Scheduling power cuts in Egypt

Ahmed Morsy , Friday 4 Aug 2023

Load-reduction measures to counter power cuts may continue until September.

 Scheduling power cuts
Scheduling power cuts


“Without recent electricity projects we would have had three hours of electricity a day instead of three-hour power cuts,” Prime Minister Mustafa Madbouli said at a press conference this weekend.

Egypt has built several power stations in the last six years, increasing electricity production to over 30,000 megawatts (MW). According to Cabinet Spokesperson Nader Saad, LE355 billion has been spent on the electricity sector since 2014.

Madbouli, who a week earlier had said that power cuts would end before the beginning of August has now backtracked, saying cuts of “one or two hours” may last until the second or third week of September.

“Given the intense heat wave and its impact on the electricity sector we have no option but to rationalise electricity consumption,” he said.

He announced new contracts for mazut (fuel oil), worth $250-300, to bolster fuel supplies to power plants. The government, he added, has suspended gas exports in an attempt to bolster supplies to power plants.

In 2022, Egypt exported around eight million tons of natural gas, worth $8.4 billion. In August last year, to reduce domestic consumption of gas by 15 per cent and redirect it towards export to generate foreign currency, the government formulated a nationwide energy rationing plan. At the time the prime minister said that replacing 15 per cent of natural gas used for electricity generation with mazut and diesel would bring in $450 million per month.

According to Madbouli, 85 per cent of the energy required to operate power plants is sourced from fossil fuels. The remaining 15 per cent is covered by solar and other renewable sources.

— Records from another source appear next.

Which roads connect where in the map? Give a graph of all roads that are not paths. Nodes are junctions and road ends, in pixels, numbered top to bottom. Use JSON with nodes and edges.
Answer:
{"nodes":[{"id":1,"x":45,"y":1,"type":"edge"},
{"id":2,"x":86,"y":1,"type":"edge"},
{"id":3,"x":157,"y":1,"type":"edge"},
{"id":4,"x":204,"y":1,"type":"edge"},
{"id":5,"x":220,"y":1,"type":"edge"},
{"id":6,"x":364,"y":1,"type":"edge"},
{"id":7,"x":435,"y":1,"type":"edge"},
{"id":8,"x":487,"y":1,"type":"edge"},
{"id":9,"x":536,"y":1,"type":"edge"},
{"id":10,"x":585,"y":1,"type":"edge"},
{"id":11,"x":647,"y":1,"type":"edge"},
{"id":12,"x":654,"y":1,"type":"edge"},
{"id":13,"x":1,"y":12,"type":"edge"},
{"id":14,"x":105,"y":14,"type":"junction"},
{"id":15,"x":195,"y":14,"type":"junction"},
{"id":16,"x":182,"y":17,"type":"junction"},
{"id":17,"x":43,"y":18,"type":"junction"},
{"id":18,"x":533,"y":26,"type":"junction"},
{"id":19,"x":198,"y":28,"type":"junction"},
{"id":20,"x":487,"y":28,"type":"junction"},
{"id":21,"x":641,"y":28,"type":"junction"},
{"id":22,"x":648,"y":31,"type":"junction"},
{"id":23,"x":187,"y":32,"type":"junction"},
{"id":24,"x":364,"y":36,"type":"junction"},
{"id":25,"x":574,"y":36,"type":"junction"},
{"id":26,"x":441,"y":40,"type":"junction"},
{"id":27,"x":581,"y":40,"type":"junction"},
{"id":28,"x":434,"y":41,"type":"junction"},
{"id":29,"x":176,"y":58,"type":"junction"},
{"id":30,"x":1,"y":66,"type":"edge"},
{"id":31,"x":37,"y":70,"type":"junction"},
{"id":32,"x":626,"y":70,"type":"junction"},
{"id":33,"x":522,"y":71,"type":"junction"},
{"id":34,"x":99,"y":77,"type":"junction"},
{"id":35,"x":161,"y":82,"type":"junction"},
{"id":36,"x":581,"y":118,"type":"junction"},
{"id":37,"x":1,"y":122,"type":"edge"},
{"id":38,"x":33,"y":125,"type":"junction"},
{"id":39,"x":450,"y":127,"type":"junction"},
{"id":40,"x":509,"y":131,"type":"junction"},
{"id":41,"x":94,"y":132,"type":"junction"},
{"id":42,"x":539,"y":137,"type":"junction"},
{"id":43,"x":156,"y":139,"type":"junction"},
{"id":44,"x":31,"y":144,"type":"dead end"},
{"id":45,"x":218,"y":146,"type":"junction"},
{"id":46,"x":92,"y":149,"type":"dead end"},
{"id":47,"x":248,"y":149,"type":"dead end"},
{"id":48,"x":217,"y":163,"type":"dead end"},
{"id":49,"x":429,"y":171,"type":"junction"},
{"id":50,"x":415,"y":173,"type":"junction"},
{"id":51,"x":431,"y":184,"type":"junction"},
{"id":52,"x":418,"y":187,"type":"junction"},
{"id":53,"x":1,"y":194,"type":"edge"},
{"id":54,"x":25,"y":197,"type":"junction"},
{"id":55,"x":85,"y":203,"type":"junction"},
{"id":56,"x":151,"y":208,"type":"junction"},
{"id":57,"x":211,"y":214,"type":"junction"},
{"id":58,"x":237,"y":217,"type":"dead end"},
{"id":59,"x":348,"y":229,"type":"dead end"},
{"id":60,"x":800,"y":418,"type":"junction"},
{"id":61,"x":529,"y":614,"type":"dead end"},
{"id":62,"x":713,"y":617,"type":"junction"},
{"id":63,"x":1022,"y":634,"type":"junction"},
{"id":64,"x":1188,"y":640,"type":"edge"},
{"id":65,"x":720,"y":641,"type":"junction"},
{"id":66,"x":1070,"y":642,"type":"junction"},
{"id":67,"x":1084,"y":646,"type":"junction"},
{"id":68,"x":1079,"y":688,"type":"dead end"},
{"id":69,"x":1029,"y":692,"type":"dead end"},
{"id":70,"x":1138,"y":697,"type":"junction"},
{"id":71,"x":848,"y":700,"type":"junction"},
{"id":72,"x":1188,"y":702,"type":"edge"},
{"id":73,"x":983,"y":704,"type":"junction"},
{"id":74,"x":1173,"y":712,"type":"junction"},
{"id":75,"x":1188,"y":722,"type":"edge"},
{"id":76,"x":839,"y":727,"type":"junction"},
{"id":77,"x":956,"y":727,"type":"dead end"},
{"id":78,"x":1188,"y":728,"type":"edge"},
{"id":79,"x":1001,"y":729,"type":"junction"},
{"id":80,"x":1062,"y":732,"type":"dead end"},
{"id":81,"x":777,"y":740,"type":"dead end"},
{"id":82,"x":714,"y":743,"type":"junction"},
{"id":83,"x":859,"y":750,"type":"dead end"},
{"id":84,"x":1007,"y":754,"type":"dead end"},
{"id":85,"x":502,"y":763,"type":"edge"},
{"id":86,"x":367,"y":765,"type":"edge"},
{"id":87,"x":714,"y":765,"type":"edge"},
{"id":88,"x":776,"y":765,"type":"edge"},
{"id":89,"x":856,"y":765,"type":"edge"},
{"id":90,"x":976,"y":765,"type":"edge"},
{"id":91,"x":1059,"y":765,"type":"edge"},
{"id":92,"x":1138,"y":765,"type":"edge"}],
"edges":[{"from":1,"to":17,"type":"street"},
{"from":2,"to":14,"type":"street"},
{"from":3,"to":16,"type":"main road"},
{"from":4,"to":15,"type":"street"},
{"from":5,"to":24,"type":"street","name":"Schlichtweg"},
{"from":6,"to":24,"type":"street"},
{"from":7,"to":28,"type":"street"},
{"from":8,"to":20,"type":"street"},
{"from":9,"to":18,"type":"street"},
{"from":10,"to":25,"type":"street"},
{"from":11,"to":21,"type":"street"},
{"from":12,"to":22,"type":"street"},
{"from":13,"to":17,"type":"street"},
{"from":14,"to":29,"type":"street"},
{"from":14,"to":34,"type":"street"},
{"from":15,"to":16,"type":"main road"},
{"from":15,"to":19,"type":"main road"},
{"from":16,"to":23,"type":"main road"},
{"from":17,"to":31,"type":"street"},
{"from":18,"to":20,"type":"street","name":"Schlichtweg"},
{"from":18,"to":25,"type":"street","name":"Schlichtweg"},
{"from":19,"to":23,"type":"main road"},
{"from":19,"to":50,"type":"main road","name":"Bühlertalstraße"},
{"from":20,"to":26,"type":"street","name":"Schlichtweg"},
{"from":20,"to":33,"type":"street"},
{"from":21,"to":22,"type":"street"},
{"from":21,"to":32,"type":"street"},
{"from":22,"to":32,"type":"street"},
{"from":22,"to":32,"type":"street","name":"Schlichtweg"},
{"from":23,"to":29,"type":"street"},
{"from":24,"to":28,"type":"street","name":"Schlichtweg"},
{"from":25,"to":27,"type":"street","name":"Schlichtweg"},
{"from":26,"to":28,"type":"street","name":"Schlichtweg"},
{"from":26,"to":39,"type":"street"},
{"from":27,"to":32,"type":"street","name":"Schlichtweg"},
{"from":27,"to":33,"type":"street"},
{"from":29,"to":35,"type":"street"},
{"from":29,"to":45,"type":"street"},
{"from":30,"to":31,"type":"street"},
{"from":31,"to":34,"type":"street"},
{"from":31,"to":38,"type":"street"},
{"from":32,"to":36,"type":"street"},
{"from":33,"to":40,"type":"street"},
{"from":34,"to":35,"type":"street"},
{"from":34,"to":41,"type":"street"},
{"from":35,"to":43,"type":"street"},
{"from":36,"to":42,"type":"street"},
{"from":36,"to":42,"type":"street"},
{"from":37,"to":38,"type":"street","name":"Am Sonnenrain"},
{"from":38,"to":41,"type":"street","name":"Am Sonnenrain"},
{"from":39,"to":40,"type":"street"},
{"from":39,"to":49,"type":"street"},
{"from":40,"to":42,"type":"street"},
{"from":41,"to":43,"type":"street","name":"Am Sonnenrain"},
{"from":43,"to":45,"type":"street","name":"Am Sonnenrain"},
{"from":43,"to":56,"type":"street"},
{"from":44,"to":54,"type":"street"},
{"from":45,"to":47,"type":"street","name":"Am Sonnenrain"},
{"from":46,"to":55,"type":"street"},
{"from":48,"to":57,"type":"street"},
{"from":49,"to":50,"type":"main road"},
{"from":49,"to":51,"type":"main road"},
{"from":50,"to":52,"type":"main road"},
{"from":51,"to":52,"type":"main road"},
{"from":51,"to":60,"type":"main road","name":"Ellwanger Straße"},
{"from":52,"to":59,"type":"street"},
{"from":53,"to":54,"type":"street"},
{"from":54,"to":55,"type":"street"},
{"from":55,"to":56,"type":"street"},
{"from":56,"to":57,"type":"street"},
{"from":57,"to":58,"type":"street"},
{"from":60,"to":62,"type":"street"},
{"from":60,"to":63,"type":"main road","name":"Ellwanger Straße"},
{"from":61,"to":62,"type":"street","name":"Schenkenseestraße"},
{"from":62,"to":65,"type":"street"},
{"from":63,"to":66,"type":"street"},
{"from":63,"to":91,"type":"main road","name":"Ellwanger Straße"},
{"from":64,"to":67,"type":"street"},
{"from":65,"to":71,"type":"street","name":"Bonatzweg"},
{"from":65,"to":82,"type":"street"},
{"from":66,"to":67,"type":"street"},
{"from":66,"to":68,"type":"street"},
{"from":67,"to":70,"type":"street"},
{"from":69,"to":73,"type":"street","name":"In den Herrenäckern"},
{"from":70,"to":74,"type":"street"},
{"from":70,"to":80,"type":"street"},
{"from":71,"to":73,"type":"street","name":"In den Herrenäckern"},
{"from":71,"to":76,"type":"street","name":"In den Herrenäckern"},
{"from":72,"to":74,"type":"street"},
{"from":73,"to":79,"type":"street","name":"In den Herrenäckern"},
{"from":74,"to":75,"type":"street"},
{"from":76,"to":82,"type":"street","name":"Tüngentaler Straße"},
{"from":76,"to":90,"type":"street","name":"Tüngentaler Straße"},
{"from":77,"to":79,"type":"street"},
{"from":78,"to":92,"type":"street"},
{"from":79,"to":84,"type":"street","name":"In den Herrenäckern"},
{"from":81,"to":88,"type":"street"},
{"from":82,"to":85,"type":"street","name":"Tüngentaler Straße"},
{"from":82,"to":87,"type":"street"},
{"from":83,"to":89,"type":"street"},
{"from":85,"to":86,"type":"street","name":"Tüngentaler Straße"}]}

With the onset of the current heat wave on 17 July daily consumption of electricity surged, leading to new attempts to rationlise its use. The prime minister has urged stringent measures to conserve power, including reducing lighting in streets and government buildings. Government employees in bodies which do not provide direct services to the public will work from home each Sunday during August, and the Ministry of Youth and Sports has been told to ensure all football matches take place before sunset to reduce electricity consumption at sports facilities.

Earlier guidelines by the Electricity Ministry that power cuts would only occur during the period 10 minutes before and after the hour have been cancelled and replaced by a new timetable detailing cuts on a governorate-by-governorate basis.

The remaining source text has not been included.